Retrieve every line of the data holding the word "rendered".

(Records from a dataset)
═══

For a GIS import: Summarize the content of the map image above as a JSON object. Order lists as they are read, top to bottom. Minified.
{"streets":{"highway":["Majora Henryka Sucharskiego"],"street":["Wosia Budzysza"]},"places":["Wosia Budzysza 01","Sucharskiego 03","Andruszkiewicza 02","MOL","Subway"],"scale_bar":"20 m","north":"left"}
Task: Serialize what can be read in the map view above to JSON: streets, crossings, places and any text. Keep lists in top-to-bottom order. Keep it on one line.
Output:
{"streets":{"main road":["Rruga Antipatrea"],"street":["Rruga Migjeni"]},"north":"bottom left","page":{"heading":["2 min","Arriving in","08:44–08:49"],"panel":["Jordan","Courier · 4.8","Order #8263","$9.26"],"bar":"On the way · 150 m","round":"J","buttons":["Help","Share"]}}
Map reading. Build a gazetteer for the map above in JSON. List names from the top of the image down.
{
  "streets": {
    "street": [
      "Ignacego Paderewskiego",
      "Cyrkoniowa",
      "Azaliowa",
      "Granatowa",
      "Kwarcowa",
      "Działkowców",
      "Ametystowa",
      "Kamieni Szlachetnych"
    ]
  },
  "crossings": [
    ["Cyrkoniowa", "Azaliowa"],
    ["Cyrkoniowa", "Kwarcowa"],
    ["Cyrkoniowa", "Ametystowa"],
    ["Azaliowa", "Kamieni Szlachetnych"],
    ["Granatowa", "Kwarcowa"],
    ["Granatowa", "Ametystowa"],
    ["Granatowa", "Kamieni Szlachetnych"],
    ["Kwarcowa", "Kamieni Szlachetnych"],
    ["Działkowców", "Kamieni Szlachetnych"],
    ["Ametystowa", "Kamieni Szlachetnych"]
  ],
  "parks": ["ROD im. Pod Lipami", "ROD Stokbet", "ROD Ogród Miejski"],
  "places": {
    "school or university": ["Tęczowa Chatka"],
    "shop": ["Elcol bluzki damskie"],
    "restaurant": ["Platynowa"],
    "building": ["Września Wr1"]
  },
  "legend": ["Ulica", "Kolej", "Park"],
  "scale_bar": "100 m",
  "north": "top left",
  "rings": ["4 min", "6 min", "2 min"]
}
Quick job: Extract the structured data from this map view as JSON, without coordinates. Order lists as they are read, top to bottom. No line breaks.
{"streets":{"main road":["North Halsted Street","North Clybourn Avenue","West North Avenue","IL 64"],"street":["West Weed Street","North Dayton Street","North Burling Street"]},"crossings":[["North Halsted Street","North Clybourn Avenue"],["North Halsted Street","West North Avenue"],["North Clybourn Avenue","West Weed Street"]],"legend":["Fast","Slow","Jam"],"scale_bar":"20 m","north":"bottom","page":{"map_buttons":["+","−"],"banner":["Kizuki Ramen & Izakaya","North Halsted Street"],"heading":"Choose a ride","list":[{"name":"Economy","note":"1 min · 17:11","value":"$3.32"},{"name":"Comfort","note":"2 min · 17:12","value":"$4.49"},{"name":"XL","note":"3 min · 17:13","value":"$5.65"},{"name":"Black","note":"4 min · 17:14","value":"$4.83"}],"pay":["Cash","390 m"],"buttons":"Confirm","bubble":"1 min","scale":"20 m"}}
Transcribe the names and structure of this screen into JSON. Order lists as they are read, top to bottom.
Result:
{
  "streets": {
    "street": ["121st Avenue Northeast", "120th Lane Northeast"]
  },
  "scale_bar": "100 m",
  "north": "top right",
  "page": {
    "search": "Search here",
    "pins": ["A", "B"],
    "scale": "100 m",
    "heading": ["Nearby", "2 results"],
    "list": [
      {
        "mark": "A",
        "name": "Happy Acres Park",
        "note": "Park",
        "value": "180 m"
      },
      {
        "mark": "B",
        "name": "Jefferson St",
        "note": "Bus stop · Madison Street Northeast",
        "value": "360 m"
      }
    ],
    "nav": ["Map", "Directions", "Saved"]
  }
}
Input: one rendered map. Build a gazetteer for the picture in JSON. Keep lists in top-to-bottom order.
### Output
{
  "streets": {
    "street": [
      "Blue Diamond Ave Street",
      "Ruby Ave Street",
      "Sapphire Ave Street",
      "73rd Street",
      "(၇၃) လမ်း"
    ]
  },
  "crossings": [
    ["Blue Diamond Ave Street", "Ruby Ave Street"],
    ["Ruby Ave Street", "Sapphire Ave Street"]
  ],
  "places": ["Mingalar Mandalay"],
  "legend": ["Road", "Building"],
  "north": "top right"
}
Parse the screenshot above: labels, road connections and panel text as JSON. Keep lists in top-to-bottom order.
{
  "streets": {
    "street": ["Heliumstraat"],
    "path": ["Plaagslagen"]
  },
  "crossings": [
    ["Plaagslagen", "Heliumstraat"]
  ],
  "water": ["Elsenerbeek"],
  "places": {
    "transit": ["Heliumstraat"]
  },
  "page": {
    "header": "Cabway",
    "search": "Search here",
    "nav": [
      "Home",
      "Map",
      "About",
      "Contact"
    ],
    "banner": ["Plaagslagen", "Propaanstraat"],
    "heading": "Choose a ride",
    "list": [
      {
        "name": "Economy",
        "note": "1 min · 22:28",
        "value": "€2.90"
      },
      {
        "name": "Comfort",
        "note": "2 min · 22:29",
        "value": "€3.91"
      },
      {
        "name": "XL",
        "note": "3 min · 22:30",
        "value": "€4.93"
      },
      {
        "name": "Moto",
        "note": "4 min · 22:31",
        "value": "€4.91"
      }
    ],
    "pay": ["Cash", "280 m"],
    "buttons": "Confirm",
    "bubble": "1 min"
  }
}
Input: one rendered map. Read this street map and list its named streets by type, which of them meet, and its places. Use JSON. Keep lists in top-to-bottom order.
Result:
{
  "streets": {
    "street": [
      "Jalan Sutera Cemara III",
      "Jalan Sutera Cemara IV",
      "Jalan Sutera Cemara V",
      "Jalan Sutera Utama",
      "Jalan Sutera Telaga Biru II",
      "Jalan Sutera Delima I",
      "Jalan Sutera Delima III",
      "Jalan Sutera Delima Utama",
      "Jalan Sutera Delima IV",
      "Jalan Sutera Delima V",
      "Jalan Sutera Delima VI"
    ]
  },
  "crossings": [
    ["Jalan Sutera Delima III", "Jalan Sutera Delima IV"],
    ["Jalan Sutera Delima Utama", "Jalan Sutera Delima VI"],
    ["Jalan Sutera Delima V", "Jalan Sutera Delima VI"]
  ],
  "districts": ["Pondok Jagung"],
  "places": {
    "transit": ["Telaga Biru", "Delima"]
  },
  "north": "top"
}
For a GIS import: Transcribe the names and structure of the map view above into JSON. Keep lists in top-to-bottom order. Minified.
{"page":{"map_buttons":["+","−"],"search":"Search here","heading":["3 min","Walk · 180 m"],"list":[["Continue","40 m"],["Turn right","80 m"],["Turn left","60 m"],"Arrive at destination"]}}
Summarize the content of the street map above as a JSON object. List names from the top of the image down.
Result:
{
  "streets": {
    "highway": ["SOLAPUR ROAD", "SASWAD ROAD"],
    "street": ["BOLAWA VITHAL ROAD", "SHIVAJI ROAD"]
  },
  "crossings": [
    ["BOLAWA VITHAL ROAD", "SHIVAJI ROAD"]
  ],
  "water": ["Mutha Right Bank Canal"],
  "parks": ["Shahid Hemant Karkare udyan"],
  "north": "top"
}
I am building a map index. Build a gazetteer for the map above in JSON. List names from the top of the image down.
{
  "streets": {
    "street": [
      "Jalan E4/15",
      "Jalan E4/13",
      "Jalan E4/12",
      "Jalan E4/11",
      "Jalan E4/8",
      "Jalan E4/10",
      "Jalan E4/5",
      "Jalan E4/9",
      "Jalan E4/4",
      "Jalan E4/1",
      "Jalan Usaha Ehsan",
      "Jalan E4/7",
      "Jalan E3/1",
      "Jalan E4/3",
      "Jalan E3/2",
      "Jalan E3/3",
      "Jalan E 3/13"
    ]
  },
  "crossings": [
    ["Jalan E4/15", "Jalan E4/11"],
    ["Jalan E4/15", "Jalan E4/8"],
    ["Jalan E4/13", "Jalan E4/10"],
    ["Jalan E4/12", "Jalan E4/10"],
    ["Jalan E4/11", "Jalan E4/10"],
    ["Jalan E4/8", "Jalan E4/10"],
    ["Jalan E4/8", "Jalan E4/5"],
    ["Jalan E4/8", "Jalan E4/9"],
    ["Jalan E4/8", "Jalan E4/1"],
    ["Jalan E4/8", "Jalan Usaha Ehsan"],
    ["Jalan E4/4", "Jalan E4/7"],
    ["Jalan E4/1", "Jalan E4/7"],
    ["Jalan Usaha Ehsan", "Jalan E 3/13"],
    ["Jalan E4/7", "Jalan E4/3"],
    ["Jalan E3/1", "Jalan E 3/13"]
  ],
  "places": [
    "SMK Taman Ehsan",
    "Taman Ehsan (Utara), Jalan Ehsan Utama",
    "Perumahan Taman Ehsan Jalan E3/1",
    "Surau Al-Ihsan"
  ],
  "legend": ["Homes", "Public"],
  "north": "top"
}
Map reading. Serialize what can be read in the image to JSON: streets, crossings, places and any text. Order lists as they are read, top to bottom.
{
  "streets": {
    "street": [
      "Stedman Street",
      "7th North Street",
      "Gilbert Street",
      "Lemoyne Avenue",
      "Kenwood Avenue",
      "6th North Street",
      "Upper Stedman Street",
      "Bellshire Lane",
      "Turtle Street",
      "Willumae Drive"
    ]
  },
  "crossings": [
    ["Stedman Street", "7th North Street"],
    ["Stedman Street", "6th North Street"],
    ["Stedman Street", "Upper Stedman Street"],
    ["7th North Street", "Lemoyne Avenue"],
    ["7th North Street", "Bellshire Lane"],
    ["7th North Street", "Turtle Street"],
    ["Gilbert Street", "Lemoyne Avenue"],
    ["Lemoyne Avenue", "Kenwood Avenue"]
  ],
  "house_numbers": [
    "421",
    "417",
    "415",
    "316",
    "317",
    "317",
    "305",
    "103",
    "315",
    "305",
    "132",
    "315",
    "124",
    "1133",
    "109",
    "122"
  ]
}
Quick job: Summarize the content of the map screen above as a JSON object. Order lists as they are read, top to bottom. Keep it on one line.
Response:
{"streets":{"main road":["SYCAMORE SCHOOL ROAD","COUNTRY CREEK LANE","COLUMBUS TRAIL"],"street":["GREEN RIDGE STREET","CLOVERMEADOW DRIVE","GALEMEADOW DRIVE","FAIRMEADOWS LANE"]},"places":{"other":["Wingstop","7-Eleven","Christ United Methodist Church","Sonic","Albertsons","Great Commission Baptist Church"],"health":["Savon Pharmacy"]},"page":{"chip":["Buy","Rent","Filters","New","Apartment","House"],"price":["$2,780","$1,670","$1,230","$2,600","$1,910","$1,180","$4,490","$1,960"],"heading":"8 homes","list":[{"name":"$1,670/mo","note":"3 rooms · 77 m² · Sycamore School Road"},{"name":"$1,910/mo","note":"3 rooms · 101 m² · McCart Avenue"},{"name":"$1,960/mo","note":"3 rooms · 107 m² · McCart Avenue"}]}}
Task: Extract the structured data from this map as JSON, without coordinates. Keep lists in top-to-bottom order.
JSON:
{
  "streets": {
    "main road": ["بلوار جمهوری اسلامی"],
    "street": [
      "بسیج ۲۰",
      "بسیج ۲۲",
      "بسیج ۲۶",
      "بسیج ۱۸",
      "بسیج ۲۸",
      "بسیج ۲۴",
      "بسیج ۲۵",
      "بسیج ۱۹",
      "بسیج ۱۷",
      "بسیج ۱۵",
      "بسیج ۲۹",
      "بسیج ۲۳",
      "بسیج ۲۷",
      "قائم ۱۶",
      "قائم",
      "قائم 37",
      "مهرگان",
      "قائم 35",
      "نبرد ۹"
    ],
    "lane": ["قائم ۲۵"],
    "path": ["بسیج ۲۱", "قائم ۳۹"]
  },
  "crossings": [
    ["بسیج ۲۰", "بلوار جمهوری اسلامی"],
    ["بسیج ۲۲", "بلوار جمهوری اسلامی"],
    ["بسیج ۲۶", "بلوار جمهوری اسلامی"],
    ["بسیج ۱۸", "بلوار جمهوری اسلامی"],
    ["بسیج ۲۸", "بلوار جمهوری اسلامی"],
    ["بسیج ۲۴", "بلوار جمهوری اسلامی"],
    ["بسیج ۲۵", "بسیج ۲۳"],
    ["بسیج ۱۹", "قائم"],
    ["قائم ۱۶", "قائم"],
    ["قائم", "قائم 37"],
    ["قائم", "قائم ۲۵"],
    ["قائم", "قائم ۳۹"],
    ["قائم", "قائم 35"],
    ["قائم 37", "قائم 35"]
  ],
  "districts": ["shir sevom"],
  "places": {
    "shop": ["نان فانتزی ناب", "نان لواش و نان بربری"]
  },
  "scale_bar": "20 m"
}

═══

▶ Reply
Input: one rendered map. Build a gazetteer for the picture in JSON. Keep lists in top-to-bottom order.
Input: one rendered map. Read this street map and list its named streets by type, which of them meet, and its places. Use JSON. Keep lists in top-to-bottom order.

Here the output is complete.